Oil prices have tumbled from a June 2014 peak of $115 per barrel down into the low $40 range, but they’re not the only hydrocarbon that’s selling for a bargain these days. Spot prices for liquified natural gas (LNG) are dropping to all-time lows (though we should note that LNG spot pricing is still a relatively new development, making this low water mark perhaps a bit less impressive).Japan is the world’s biggest importer of LNG, and spot prices there fell to $6.80 per million British thermal units (mmBtu) last month, and Asian prices were another $2 cheaper thanks to slowing demand. But while oil prices have rebounded slightly from a January nadir, LNG keeps falling, and that divergence is a major concern for producers.
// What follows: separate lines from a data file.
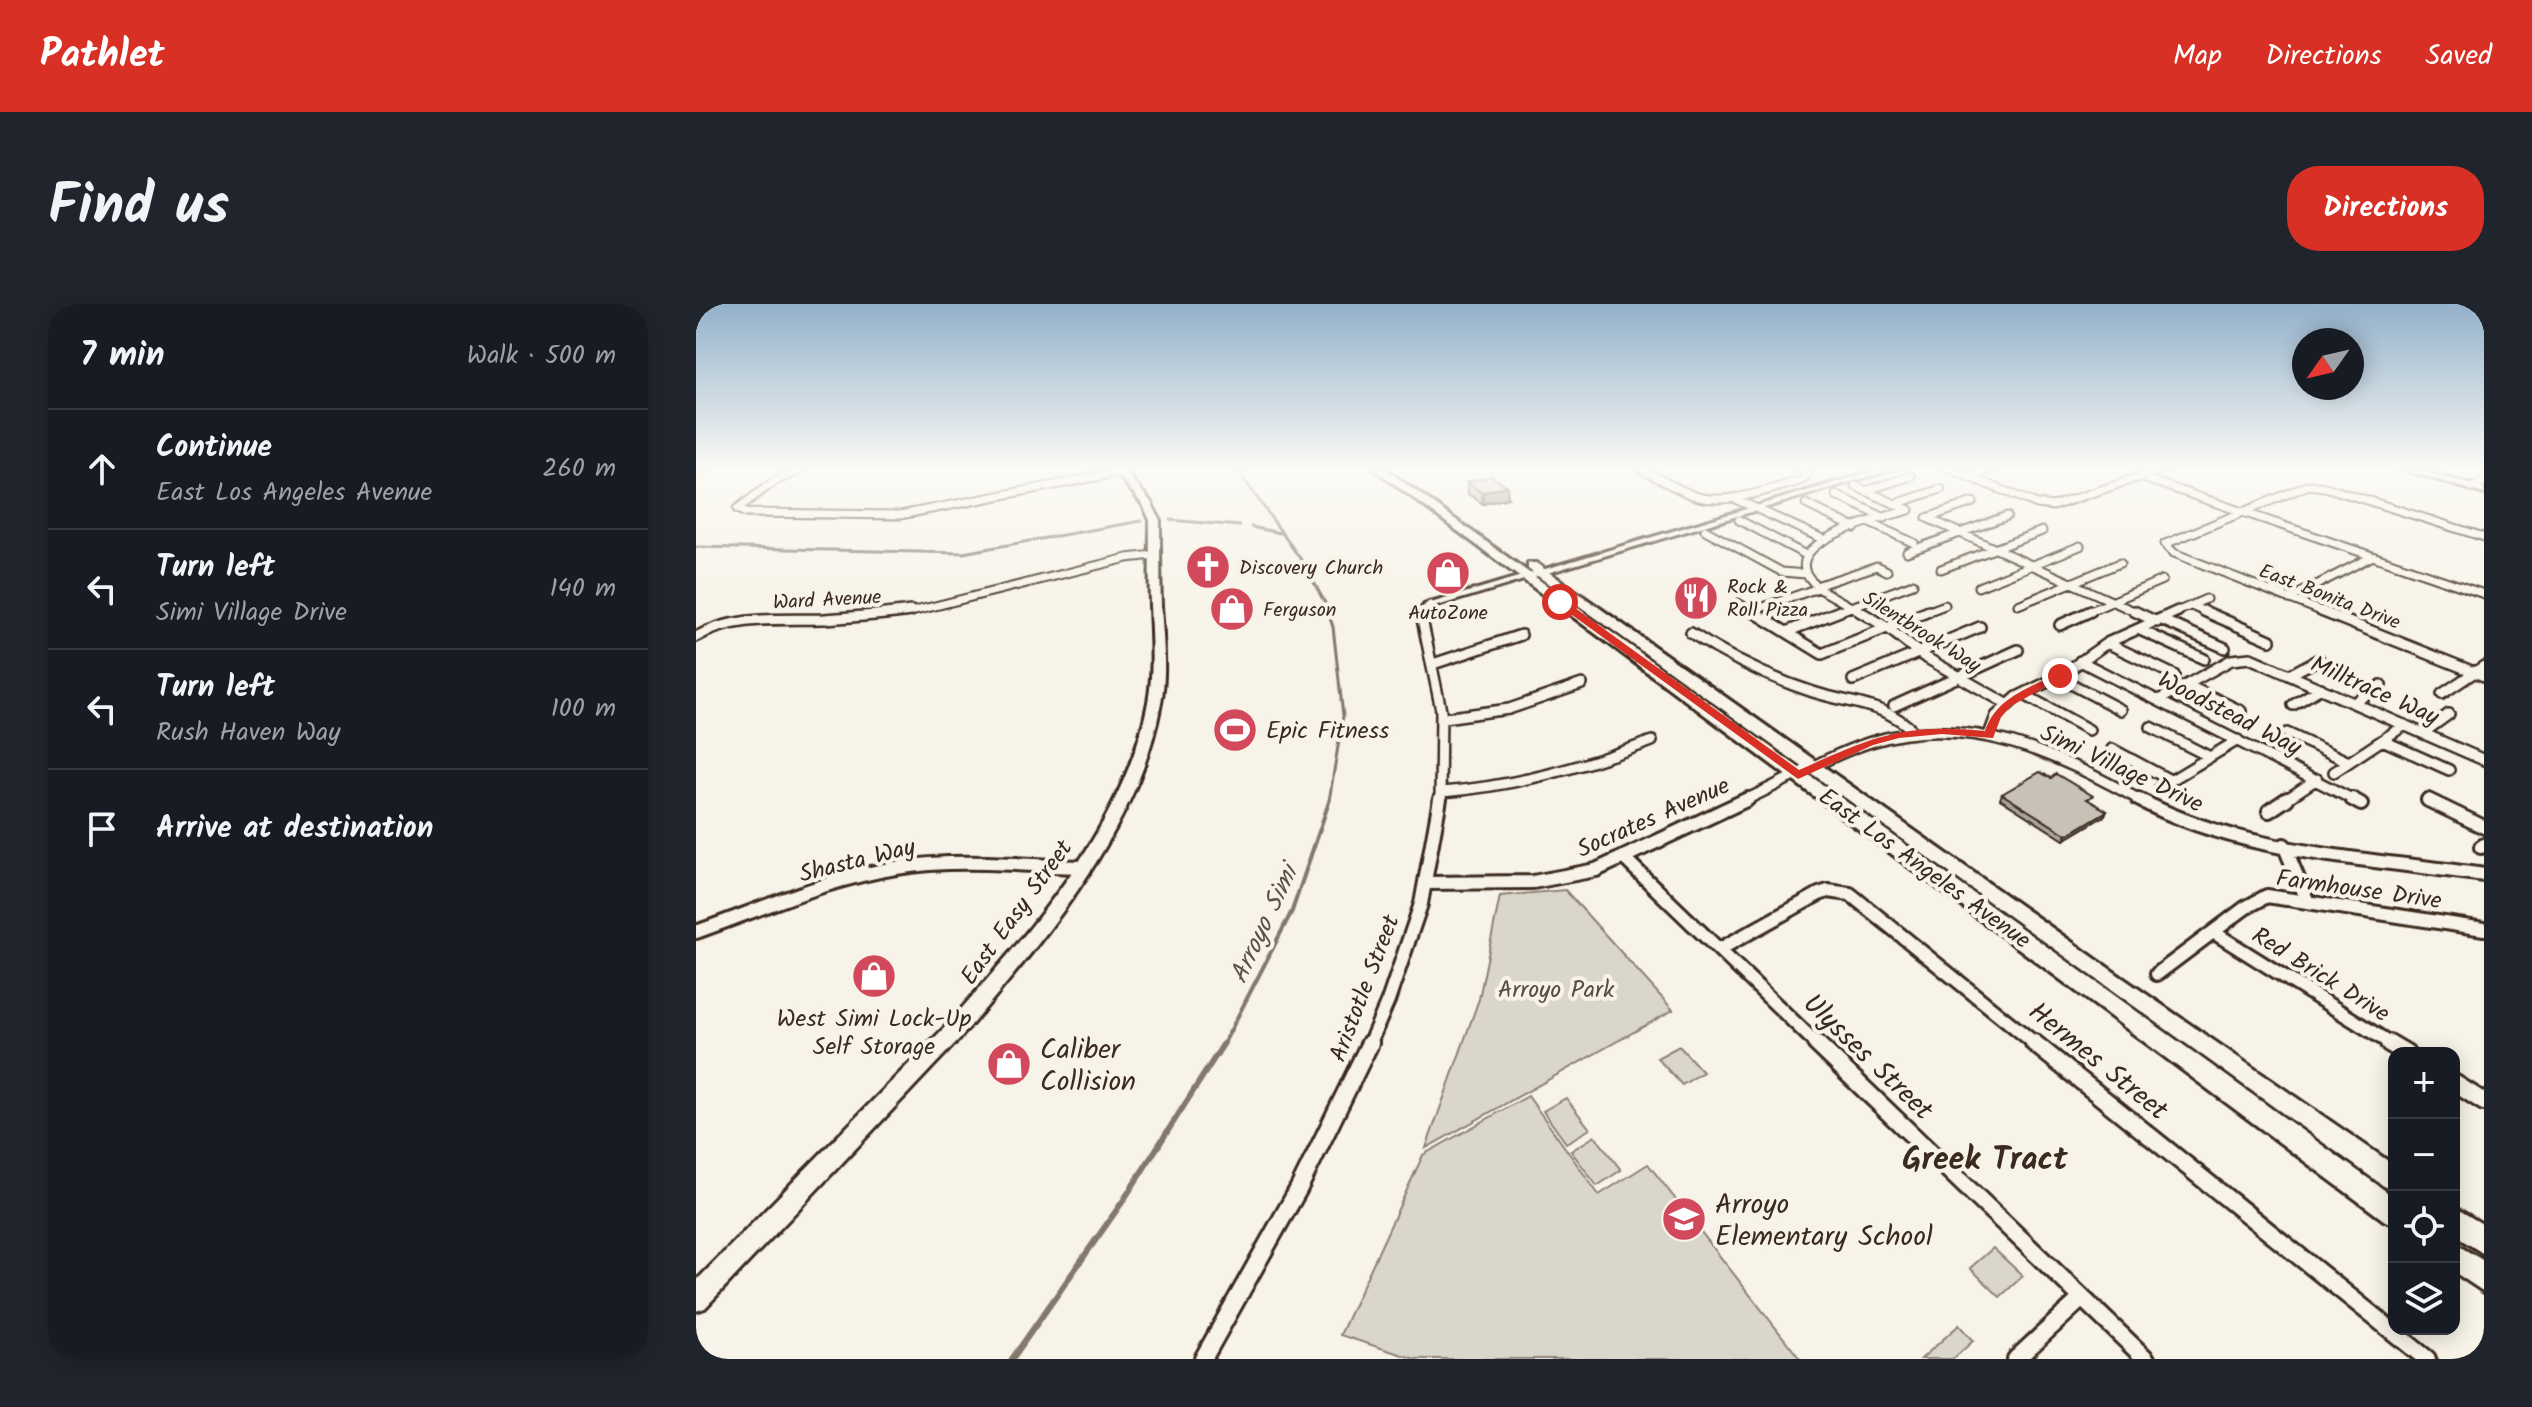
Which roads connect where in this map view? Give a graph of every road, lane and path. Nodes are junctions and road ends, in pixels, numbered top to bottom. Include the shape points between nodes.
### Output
1 (1154, 517) edge
2 (1450, 517) edge
3 (1459, 517) edge
4 (1717, 517) edge
5 (1773, 517) edge
6 (1833, 517) edge
7 (1929, 517) edge
8 (2004, 517) edge
9 (2227, 517) edge
10 (2255, 517) edge
11 (2420, 517) edge
12 (1885, 518) edge
13 (1739, 520) dead end
14 (1870, 523) junction
15 (1855, 528) junction
16 (1705, 530) dead end
17 (2042, 531) dead end
18 (1959, 533) junction
19 (2484, 537) edge
20 (1823, 539) junction
21 (1914, 543) dead end
22 (2080, 546) dead end
23 (1992, 550) junction
24 (1907, 552) dead end
25 (1804, 554) junction
26 (1147, 556) junction
27 (2371, 557) junction
28 (2120, 563) dead end
29 (2029, 567) junction
30 (1941, 569) dead end
31 (1887, 571) dead end
32 (1533, 574) junction
33 (1806, 574) junction
34 (2162, 580) dead end
35 (2071, 583) junction
36 (1913, 584) dead end
37 (1817, 587) junction
38 (1978, 587) dead end
39 (2484, 594) edge
40 (2206, 599) dead end
41 (2289, 599) junction
42 (2114, 601) junction
43 (1738, 603) dead end
44 (1430, 605) joint
45 (1945, 605) dead end
46 (2018, 605) dead end
47 (2191, 606) junction
48 (1852, 607) junction
49 (1752, 611) junction
50 (2159, 621) junction
51 (2060, 625) dead end
52 (1980, 627) dead end
53 (1888, 628) junction
54 (2140, 630) junction
55 (1786, 632) junction
56 (1691, 633) dead end
57 (1521, 635) dead end
58 (696, 637) edge
59 (2270, 640) dead end
60 (2107, 643) junction
61 (2225, 648) dead end
62 (2018, 650) dead end
63 (1918, 653) junction
64 (2204, 659) dead end
65 (2319, 659) dead end
66 (2080, 661) junction
67 (1436, 663) junction
68 (2484, 666) edge
69 (2291, 674) junction
70 (2479, 674) edge
71 (2174, 675) dead end
72 (1959, 677) junction
73 (2058, 677) junction
74 (1853, 680) dead end
75 (1582, 684) dead end
76 (2187, 685) junction
77 (2381, 685) dead end
78 (2321, 688) junction
79 (2023, 694) junction
80 (2442, 694) dead end
81 (2159, 700) junction
82 (2355, 702) junction
83 (2007, 704) junction
84 (2293, 705) dead end
85 (1894, 706) dead end
86 (2121, 710) dead end
87 (2241, 711) dead end
88 (2449, 714) dead end
89 (1444, 718) junction
90 (2405, 725) junction
91 (2151, 727) dead end
92 (2089, 730) dead end
93 (1914, 732) junction
94 (2287, 733) dead end
95 (2423, 733) junction
96 (1989, 735) junction
97 (2238, 740) junction
98 (2382, 740) junction
99 (1652, 741) dead end
100 (2112, 749) dead end
101 (2210, 757) junction
102 (2484, 760) edge
103 (2349, 762) junction
104 (2449, 770) dead end
105 (1806, 771) junction
106 (2334, 772) dead end
107 (2317, 779) junction
108 (2170, 780) junction
109 (2160, 787) dead end
110 (1442, 792) junction
111 (2428, 800) dead end
112 (2361, 804) dead end
113 (2269, 811) dead end
114 (2484, 827) edge
115 (2284, 845) junction
116 (1624, 858) junction
117 (1081, 867) junction
118 (2484, 875) edge
119 (1425, 883) junction
120 (2307, 900) junction
121 (2484, 929) edge
122 (696, 932) edge
123 (2213, 932) junction
124 (1720, 949) junction
125 (2157, 974) dead end
126 (2396, 1047) edge
127 (2460, 1087) edge
128 (2484, 1102) edge
129 (2388, 1175) edge
130 (2388, 1208) edge
131 (2460, 1224) edge
132 (2484, 1241) edge
133 (2460, 1260) edge
134 (2484, 1278) edge
135 (2082, 1298) junction
136 (696, 1299) edge
137 (1203, 1359) edge
138 (2016, 1359) edge
139 (2146, 1359) edge
140 (2427, 1359) edge

1 - 26 street, East Easy Street
2 - 32 main road, East Los Angeles Avenue
3 - 32 main road, East Los Angeles Avenue
4 - 32 street
5 - 20 street
6 - 15 street
7 - 18 street
8 - 18 street
9 - 41 street, East Bonita Drive via 2165,547
10 - 27 street
11 - 19 street
12 - 14 street
13 - 25 street
14 - 15 street
14 - 21 street
15 - 20 street
16 - 33 street via 1782,572
17 - 23 street
18 - 23 street
18 - 24 street
20 - 25 street
22 - 29 street
23 - 29 street
23 - 30 street
25 - 33 street
26 - 58 street, Ward Avenue via 973,601 862,617 739,622
26 - 117 street, East Easy Street via 1157,676 1153,711 1133,772
27 - 39 street
27 - 41 street
28 - 35 street
29 - 35 street
29 - 38 street
31 - 37 street via 1877,566
32 - 44 street
32 - 105 main road, East Los Angeles Avenue
33 - 37 street, Silentbrook Way
34 - 42 street
35 - 42 street
35 - 46 street
36 - 48 street
37 - 48 street, Silentbrook Way
37 - 49 street
40 - 47 street
41 - 70 street, East Bonita Drive
42 - 50 street
42 - 51 street
43 - 49 street
44 - 67 street, Aristotle Street via 1421,614
45 - 53 street
47 - 50 street
47 - 59 street
48 - 53 street, Silentbrook Way
48 - 55 street
49 - 55 street
50 - 54 street
50 - 61 street
52 - 63 street
53 - 55 street via 1822,654
53 - 63 street, Silentbrook Way
54 - 60 street
54 - 64 street
56 - 93 street via 1729,658 1810,690 1881,707
57 - 67 street
60 - 66 street
60 - 71 street
62 - 72 street
63 - 72 street, Silentbrook Way
63 - 74 street
65 - 69 street
66 - 73 street
66 - 81 street, Woodstead Way
67 - 89 street, Aristotle Street
68 - 70 street
69 - 76 street, Milltrace Way via 2250,658 2231,660
69 - 78 street, Milltrace Way
70 - 80 street
72 - 83 street, Silentbrook Way
72 - 85 street
73 - 79 street
73 - 86 street
75 - 89 street via 1509,709
76 - 81 street
76 - 87 street
77 - 82 street
78 - 82 street, Milltrace Way
78 - 84 street
79 - 83 street
79 - 92 street
81 - 97 street, Woodstead Way
82 - 90 street, Milltrace Way
83 - 96 street
88 - 95 street
89 - 110 street, Aristotle Street
90 - 95 street, Milltrace Way
90 - 98 street
91 - 101 street
93 - 96 street, Simi Village Drive
93 - 105 street, Simi Village Drive via 1868,743
94 - 103 street
95 - 102 street, Milltrace Way
96 - 115 street, Simi Village Drive via 2053,754 2180,820
97 - 101 street
97 - 107 street, Woodstead Way
98 - 103 street
98 - 104 street
99 - 110 street via 1543,779
100 - 108 street
101 - 108 street
103 - 106 street
105 - 116 street, Socrates Avenue
105 - 129 main road, East Los Angeles Avenue
105 - 130 main road, East Los Angeles Avenue
107 - 112 street, Woodstead Way
107 - 113 street
108 - 109 street
110 - 119 street, Aristotle Street
111 - 114 street
115 - 118 street, Simi Village Drive
115 - 120 street
116 - 119 street, Socrates Avenue via 1553,880
116 - 124 street, Ulysses Street
117 - 122 street, Shasta Way via 933,864 893,869
117 - 136 street, East Easy Street via 965,1019
119 - 137 street, Aristotle Street via 1397,973 1354,1077
120 - 121 street, Farmhouse Drive
120 - 123 street, Farmhouse Drive via 2267,896
123 - 125 street, Farmhouse Drive
123 - 126 street, Red Brick Drive
124 - 135 street, Ulysses Street
124 - 140 street, Hermes Street via 1819,894 1850,894
127 - 128 street
131 - 132 main road
133 - 134 main road
135 - 138 street
135 - 139 street, Ulysses Street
Bloomberg explains:
Oil and LNG prices have historically been linked because traditional long-term contracts priced the gas in relation to crude. That correlation held through 2014 and 2015, as prices for both fuels tanked amid a global glut.The two are now heading in opposite directions. Spot LNG in Singapore slipped to $3.954 per million British thermal units the week of April 11, the lowest since Singapore Exchange Ltd. began assessing it in September 2014 and extending its decline into a fifth month. Brent, meanwhile, recovered from its early-year crash to post its best first quarter in four years. The global oil benchmark rose 1.6 percent to $42.62 a barrel by 10:23 a.m. New York time. […]“In oil, the big thing is the loss of production, as drilling activity around the world has dropped off and that’s balancing the market,” Sikorski said. “LNG is going to continue to throw gas at the world as major projects come on stream and need to recover their big costs. It’s a perfect storm of stuff to keep the spot market low.”
One of those new producers that will be intent on keeping the global market well- (and even over-) supplied is, of course, the United States, which just this year started exporting its glut of shale gas in liquified form, the first cargoes of which left Louisiana for Brazil in late February. The timing of this couldn’t be worse for those interested in making a profit on selling fracked gas abroad, but given the massive capital investments and long-term contracts already inked, some of America’s gas glut is still going to go global.Just as is the case with the oil market, it’s a very bad time to be in the business of producing LNG, and a great time to be a buyer—Tokyo won’t be complaining.